What a name. Angry Leadership is the work of Victor Angry, a career military member of the United States Army. He succeeded as the first African American to hold the position of Command Sergeant of the entire Army National Guard. His book, Angry Leadership, follows his journey through his time spent with the armed forces in positions of formal and informal leadership.
Early into the book, Angry admits that his calling didn’t fully resonate until the age of forty-three. Though he had spent his career mindfully placing himself in front of opportunities to serve in a leadership capacity, it wasn’t until after his retirement that he fully actualized his purpose in life. That resonated with me.
Too often, we’re tied to the expectation of what we’ve either become or are chasing – it’s okay to not know for certain where you’re headed. In Angry’s case, he had known from an early age that he loved helping people become more, but for some of us, it’s important to understand that our meaning is a work in progress.
Luck and Timing
Early into the first chapter, Angry lists two common things that helped to propel his career. Luck and timing. I happen to have a unique take on luck – and it aligns with Angry’s definition.
I did a lot of prep work throughout my career to be on the lucky list and put myself in the best position for the universe to provide the most perfect timing.Victor Angry, Angry Leadership
My wife was the one to really influence my vision of luck. She has this concept about being a lottery winner. You see, everybody positions the lottery winner as being fantastically lucky. While there is a kernel of truth there – his number had to be called, after all – he wouldn’t have a chance if he didn’t buy a ticket. If you work hard enough, people will call you lucky.
In Victor’s case, he mentions times in his career where it was the work that set him apart. To manifest the luck required at the appropriate timing, his diligence would buy his ticket.
The NCO Creed
Further into Angry Leadership, Victor introduces a philosophical text from his military experience known as the ‘NCO Creed‘. Up until reading his book, I hadn’t heard of this particular passage.
Of the creed, I really take to the first line.
No one is more professional than I.
I think any person called to duty in service would do well to really meditate on that.
Also of note, the second paragraph from that document highlights another critical mindset and is highlighted in my copy of Angry Leadership in bright yellow.
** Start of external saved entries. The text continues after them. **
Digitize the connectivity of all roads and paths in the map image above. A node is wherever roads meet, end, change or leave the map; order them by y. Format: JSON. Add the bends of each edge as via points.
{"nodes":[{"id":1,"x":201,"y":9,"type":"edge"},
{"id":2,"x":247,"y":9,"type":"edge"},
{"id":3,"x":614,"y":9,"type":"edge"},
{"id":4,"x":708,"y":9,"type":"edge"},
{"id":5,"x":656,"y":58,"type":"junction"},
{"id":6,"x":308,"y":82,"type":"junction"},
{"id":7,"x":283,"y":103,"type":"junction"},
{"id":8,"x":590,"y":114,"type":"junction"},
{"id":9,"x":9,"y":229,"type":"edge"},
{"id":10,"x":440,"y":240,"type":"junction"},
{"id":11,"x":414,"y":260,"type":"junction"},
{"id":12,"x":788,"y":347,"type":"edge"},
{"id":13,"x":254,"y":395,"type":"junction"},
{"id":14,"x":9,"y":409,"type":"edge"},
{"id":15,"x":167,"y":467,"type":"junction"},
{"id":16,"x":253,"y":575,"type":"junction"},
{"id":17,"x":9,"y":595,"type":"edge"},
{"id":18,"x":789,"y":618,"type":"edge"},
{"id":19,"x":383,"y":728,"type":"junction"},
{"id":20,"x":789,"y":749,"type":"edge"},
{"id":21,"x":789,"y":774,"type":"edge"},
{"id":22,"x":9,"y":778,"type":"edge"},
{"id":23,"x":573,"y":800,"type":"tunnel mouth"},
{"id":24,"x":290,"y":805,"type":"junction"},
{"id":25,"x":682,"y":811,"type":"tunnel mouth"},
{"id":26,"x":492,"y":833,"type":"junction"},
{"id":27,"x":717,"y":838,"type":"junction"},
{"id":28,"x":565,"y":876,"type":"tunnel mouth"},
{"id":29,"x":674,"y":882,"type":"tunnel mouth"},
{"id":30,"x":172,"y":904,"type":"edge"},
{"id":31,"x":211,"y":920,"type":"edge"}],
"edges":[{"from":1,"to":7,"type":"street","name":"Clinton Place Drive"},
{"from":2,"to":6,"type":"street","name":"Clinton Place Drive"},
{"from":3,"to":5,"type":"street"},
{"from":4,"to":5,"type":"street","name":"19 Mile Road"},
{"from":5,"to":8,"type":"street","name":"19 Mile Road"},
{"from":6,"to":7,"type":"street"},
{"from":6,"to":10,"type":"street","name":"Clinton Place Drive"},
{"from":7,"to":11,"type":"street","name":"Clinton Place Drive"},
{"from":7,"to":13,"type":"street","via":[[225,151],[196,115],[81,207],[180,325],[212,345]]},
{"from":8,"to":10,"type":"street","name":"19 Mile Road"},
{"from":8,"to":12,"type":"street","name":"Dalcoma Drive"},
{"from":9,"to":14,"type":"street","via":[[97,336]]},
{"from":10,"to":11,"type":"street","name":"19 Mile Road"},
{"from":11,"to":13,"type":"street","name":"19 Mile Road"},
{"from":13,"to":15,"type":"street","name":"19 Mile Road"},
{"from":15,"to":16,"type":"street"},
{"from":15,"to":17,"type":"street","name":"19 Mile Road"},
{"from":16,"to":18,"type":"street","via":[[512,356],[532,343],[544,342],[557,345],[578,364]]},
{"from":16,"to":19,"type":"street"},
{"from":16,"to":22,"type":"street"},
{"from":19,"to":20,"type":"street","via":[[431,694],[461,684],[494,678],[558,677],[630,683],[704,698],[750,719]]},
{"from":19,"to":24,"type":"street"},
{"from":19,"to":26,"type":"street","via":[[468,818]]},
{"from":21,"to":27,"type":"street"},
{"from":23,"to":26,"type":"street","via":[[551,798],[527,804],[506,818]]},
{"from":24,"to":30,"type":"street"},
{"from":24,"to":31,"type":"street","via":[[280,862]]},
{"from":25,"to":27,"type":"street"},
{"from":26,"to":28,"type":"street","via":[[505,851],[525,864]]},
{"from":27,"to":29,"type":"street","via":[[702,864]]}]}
Chasing proficiency is a never ending pursuit toward competency.
Competence is my watchword. My two basic responsibilities will always be uppermost in my mind—accomplishment of my mission and the welfare of my Soldiers. I will strive to remain technically and tactically proficient.NCO Creed, US Army
Angry asserts that asking ‘direct and focused’ questions is a primary task for any leader. This is a skill that needs to be actively honed. Especially where those questions can result in unwanted work, emotional responses or opportunities for difficult ownership are concerned. That’s easier said than done, however.
I was dealing with a problem that would focus on one person. It was dropped on my desk without a lot of context and I was asked to report my findings on a problem that would almost certainly put the spotlight on one particular person – and not in a complimentary shade. To start, I asked the people involved for a history on the problem and followed up with a few questions on how the result of this problem might impact operations or personnel.
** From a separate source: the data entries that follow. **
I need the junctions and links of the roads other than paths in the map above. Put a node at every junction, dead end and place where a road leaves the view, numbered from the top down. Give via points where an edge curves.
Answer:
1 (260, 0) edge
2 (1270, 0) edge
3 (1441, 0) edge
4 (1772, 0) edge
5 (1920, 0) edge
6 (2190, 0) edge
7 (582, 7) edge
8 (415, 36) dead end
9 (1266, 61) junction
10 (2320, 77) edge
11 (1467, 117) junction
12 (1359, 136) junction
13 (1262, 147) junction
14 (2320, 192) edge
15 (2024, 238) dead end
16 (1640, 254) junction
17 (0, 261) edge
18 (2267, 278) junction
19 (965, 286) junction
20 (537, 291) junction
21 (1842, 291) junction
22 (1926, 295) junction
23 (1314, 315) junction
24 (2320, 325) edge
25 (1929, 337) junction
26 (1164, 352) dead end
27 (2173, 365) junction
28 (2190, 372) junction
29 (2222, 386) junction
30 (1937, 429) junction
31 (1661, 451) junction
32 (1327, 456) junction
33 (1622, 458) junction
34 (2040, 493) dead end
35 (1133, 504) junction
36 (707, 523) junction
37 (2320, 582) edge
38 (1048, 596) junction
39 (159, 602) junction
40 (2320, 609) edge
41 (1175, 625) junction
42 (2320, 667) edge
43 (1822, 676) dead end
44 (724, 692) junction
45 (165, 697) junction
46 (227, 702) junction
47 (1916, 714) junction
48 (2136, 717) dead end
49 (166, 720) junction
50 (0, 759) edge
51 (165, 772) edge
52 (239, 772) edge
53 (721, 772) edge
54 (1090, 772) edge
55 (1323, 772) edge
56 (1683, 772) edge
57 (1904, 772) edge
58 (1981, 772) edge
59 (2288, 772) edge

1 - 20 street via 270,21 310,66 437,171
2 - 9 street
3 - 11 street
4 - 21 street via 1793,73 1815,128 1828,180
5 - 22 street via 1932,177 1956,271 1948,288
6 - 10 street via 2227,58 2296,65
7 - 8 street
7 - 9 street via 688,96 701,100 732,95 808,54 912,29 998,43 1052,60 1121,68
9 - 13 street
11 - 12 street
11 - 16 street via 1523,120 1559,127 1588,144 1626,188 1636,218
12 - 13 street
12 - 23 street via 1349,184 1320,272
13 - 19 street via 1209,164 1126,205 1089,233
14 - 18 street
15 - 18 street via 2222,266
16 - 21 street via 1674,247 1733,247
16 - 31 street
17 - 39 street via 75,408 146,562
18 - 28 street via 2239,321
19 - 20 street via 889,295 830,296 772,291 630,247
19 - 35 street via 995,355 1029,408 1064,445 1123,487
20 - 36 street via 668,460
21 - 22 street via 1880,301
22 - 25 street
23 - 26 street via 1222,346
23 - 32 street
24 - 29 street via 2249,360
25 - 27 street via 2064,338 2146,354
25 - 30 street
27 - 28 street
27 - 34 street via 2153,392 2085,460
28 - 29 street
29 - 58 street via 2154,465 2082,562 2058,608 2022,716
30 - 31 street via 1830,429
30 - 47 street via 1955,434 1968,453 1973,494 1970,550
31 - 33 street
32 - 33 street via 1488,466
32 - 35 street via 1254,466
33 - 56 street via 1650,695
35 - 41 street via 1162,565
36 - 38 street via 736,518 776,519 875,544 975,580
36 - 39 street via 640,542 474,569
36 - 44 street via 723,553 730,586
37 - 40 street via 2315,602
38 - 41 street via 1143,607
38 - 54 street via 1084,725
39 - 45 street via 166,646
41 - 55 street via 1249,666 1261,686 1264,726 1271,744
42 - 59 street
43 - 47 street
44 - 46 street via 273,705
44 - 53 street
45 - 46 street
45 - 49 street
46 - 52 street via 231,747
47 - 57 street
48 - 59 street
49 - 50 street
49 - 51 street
Reading Victor’s brief summary on this idea, I’m inclined to agree. A hard-but-worthwhile skill to sharpen for any leader is cutting through the extra fat of a problem and asking questions up-front.
Later, in a chapter referencing self-evaluation, Angry describes how his trusted personal group of ‘advisors’ are open to a simple question.
“How am I doing?”
You can probably imagine both reactions. On one hand, his ‘advisor’ brings actionable, functional advice toward his progress as a professional. On the other, a soldier permitted to ‘speak freely’ sounds off about his leadership style. Jordan Peterson once described faith as ‘doing what is right even if you don’t know what the outcome will be’. I think in some ways, the noble leader must act with faith in this way – ask your team how you can improve. On purpose or from the crusts of time folding over our eyes, we can be blind to our weaknesses. Seek review.
Overall, Angry Leadership is a short, worthwhile read. It summons lessons from decades of service to the US Army and compartmentalizes Victor’s experience in a digestible, meaningful way. There are ideas you can peel right off the page and drop into your own life – and that’s what makes a non-fiction work on leadership or service a good buy.